As far as I am aware, there is no Jewish rabbinical or Torah source that Jews are any ruder or greedier than any other nation. On the contrary, the Talmud states that kindness is a fundamental characteristic of the Jewish people:

"The Jewish nation is distinguished by three characteristics: they are merciful, they are modest, and they perform acts of loving-kindness." (Babylonian Talmud Yevamot 79a).

We even suspect someone is not Jewish, or not descended from Avraham Avinu, if he is cruel:

"Whenever a person is cruel and does not show mercy, his lineage is suspect, for cruelty is found only among the gentiles, as [Jeremiah] 3:42] states: 'They are cruel and will not show mercy.'"


"Whenever one does not show mercy to the created beings, it can be recognized that he is not from the seed of Abraham our patriarch" (Beitzah 32b).

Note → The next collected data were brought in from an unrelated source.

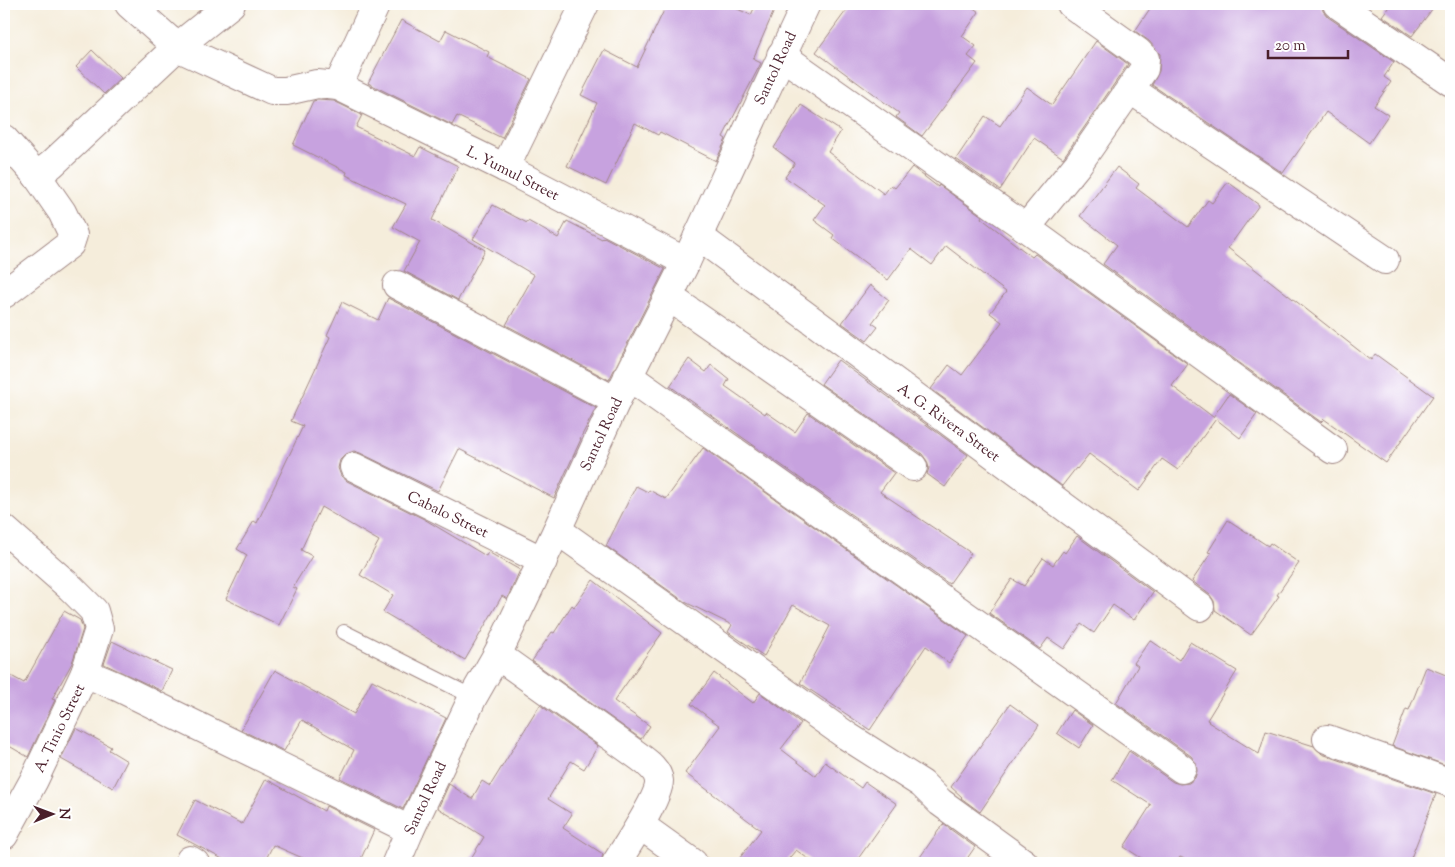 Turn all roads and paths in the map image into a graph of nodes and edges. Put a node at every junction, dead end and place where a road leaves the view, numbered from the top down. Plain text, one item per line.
1 (129, 4) edge
2 (231, 4) edge
3 (376, 4) edge
4 (586, 4) edge
5 (806, 4) edge
6 (1070, 4) edge
7 (1337, 4) edge
8 (177, 47) junction
9 (781, 55) junction
10 (1451, 82) edge
11 (338, 86) junction
12 (1131, 90) junction
13 (4, 139) edge
14 (505, 168) junction
15 (36, 176) junction
16 (1026, 228) junction
17 (698, 236) junction
18 (1385, 260) dead end
19 (686, 262) junction
20 (397, 285) dead end
21 (4, 294) edge
22 (669, 298) junction
23 (628, 376) junction
24 (616, 401) junction
25 (1333, 450) dead end
26 (354, 467) dead end
27 (913, 467) dead end
28 (4, 529) edge
29 (557, 530) junction
30 (543, 561) junction
31 (1200, 607) dead end
32 (344, 632) dead end
33 (497, 655) junction
34 (85, 673) junction
35 (473, 697) junction
36 (1327, 739) dead end
37 (1182, 769) dead end
38 (1451, 783) edge
39 (640, 825) junction
40 (410, 830) junction
41 (4, 835) edge
42 (396, 863) edge
43 (616, 863) edge
44 (693, 863) edge
45 (1024, 863) edge

1 - 8 street
2 - 8 street
3 - 11 street
4 - 14 street
5 - 9 street, Santol Road
6 - 12 street
7 - 10 street
8 - 11 street
8 - 15 street
9 - 16 street
9 - 17 street, Santol Road
11 - 14 street, L. Yumul Street
12 - 16 street
12 - 18 street
13 - 15 street
14 - 19 street, L. Yumul Street
15 - 21 street
16 - 25 street
17 - 19 street, Santol Road
17 - 31 street, A. G. Rivera Street
19 - 22 street, Santol Road
20 - 24 street
22 - 23 street, Santol Road
22 - 27 street
23 - 24 street, Santol Road
23 - 37 street
24 - 29 street, Santol Road
26 - 30 street, Cabalo Street
28 - 34 street, A. Tinio Street
29 - 30 street, Santol Road
29 - 45 street
30 - 33 street, Santol Road
32 - 35 lane
33 - 35 street, Santol Road
33 - 39 street
34 - 40 street
34 - 41 street, A. Tinio Street
35 - 40 street, Santol Road
36 - 38 street
39 - 43 street
39 - 44 street
40 - 42 street, Santol Road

As an empirical matter, it would be impossible to measure objectively whether Jews are ruder or greedier than average. Israelis are sometimes perceived as rude, but many disagree with this, and say that they are kinder in practice than non-Israelis. I have personally never heard the stereotype that Jews are rude, and in my own experience I think Jews (whether religious or non-religious) are if anything kinder than non-Jews, and at the very least are just as kind and generous as average non-Jewish Americans.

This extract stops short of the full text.